I’m trying to run llama2 13b model with rope scaling on the AWS g4dn.12xlarge machine with has 4 gpus with 16 GB VRAM each but getting cuda out of memory error.
Code:
from transformers import AutoModelForCausalLM, AutoTokenizer,pipeline
import transformers
tokenizer = AutoTokenizer.from_pretrained("TheBloke/Llama-2-13B-Chat-fp16", use_fast=False)

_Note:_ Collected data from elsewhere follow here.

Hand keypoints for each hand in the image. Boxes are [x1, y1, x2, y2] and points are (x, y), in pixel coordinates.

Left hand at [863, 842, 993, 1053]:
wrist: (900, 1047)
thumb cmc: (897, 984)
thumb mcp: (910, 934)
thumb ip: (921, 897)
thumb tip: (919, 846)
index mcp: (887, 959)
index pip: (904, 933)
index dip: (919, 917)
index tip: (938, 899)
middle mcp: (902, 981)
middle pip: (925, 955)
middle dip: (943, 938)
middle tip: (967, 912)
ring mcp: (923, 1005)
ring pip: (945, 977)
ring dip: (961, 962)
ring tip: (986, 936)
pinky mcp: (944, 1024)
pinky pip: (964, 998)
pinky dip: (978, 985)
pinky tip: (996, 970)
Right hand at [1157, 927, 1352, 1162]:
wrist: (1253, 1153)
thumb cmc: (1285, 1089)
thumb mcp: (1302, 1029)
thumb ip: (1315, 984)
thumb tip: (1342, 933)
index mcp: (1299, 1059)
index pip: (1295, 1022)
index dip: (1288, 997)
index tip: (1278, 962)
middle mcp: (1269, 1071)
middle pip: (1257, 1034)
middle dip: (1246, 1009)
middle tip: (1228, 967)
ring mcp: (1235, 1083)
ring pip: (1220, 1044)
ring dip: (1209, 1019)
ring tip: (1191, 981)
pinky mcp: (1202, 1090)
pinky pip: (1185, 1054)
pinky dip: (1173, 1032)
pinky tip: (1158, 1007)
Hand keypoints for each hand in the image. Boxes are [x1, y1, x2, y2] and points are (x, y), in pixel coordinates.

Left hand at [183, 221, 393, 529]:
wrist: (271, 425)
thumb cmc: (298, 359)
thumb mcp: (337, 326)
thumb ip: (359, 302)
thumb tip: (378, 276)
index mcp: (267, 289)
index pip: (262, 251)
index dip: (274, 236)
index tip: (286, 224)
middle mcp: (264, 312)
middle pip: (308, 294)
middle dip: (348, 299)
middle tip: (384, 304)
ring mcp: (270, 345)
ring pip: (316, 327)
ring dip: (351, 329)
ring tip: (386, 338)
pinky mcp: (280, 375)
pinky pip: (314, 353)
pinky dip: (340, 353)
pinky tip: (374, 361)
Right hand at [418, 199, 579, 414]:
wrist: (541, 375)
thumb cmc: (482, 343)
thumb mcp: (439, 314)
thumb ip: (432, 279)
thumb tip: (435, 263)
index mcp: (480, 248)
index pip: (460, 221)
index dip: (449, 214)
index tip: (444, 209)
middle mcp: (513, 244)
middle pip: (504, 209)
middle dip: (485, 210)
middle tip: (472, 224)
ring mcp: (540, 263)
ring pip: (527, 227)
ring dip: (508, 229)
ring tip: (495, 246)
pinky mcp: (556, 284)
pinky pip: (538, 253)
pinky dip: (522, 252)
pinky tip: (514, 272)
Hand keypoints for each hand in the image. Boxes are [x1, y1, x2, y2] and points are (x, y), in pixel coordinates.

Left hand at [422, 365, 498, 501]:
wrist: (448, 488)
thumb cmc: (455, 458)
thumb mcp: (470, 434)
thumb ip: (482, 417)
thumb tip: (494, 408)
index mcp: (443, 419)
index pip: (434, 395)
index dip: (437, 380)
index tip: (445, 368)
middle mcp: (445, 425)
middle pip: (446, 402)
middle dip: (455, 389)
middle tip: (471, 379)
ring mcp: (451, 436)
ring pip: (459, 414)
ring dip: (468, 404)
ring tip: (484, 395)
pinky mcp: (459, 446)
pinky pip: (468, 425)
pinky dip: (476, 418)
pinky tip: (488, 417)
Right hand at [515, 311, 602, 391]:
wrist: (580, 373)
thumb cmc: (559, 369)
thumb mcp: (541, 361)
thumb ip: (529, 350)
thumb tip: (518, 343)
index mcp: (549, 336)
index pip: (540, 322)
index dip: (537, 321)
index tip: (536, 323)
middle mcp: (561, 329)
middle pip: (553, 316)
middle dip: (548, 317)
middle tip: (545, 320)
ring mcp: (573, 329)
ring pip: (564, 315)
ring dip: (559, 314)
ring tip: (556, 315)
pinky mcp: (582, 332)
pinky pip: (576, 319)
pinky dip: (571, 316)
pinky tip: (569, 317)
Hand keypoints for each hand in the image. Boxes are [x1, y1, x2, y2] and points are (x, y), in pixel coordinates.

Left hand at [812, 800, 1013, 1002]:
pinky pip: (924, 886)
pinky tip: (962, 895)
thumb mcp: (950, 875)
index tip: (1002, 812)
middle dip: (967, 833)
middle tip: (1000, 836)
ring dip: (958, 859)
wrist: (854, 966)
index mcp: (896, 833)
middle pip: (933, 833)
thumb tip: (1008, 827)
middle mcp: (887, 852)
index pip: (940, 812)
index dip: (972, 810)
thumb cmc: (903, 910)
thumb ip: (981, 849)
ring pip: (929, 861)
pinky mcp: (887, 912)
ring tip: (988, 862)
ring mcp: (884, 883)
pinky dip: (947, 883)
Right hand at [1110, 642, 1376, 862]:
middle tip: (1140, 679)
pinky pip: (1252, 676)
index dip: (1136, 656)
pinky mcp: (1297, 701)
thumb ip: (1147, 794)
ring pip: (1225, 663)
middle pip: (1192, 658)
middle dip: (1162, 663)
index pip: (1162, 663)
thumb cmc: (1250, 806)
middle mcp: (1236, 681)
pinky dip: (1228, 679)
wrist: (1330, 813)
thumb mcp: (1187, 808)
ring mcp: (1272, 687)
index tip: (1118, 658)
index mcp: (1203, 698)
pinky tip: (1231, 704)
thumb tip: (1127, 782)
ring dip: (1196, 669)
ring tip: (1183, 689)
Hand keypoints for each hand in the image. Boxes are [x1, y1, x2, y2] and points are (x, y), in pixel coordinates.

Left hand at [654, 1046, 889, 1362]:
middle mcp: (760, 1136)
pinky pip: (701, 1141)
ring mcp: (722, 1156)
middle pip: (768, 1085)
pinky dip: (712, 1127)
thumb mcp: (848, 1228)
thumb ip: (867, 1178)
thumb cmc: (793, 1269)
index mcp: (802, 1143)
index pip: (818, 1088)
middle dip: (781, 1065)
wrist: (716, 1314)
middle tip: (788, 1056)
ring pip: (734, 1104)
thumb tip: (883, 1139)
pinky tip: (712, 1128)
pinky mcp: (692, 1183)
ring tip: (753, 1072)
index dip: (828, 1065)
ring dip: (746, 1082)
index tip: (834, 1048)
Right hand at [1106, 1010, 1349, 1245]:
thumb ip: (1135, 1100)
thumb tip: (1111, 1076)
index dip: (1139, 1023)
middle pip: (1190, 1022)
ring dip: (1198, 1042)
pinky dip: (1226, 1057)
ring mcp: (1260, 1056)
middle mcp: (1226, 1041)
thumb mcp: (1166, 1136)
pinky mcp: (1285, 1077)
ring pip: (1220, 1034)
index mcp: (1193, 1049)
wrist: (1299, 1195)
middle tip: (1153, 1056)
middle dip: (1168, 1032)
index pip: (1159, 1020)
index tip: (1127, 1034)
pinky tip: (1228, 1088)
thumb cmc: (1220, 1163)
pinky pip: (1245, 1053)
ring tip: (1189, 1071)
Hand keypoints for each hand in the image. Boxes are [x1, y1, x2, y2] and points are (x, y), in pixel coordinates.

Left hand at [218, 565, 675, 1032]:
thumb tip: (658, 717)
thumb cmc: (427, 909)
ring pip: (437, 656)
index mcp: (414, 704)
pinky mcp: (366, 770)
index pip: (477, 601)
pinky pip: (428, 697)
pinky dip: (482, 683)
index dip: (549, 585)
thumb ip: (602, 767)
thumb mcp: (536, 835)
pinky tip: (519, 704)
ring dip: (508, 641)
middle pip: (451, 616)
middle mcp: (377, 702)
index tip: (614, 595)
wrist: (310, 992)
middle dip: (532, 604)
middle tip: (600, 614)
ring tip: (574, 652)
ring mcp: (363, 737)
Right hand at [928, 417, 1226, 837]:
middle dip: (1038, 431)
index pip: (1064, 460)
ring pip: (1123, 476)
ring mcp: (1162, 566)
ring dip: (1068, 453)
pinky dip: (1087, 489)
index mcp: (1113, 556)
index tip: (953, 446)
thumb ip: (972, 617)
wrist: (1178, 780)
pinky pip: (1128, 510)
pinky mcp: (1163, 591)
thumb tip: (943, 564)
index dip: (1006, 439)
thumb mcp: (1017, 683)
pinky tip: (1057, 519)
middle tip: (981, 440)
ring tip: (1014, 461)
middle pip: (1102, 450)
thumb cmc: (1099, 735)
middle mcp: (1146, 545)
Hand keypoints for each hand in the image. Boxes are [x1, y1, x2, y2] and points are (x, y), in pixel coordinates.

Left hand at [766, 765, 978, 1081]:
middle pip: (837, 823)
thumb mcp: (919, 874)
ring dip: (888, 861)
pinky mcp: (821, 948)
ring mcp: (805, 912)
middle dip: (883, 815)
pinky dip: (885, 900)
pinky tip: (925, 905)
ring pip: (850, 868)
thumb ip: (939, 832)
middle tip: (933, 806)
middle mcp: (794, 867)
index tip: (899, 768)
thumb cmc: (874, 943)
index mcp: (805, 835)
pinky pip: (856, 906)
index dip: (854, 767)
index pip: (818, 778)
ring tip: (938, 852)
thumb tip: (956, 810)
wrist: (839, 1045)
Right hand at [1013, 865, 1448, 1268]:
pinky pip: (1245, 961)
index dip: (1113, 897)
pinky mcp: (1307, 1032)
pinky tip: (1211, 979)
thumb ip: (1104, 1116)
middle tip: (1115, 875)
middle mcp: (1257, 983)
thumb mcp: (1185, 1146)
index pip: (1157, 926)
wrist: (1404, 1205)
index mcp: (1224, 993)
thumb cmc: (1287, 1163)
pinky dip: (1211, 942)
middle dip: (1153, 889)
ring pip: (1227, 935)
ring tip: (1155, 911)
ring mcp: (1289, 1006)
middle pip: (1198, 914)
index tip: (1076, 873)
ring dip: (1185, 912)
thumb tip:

model = AutoModelForCausalLM.from_pretrained("TheBloke/Llama-2-13B-Chat-fp16", device_map = 'auto',
**{"rope_scaling":{"factor": 2.0,"type": "linear"}}
)
user_prompt = "..."
pipeline = transformers.pipeline(
"text-generation",
model=model,
tokenizer=tokenizer,
device_map="auto",
)
sequences = pipeline(
user_prompt,
max_length=8000,
do_sample=True,
top_k=10,
num_return_sequences=1,
eos_token_id=tokenizer.eos_token_id,
)
print(sequences)
This is the error I’m getting when the prompt size is greater than 4k
torch.cuda.OutOfMemoryError: CUDA out of memory. Tried to allocate 4.51 GiB (GPU 0; 14.61 GiB total capacity; 11.92 GiB already allocated; 1.76 GiB free; 12.14 GiB reserved in total by PyTorch) If reserved memory is >> allocated memory try setting max_split_size_mb to avoid fragmentation. See documentation for Memory Management and PYTORCH_CUDA_ALLOC_CONF
Is 64GB not enough to run the model with 8k context or is there a bug in my code?
EDIT: Tried running it on g5.12xlarge which has 96GB vRAM (4 gpus with 24 GB each) and still running into cuda out of memory.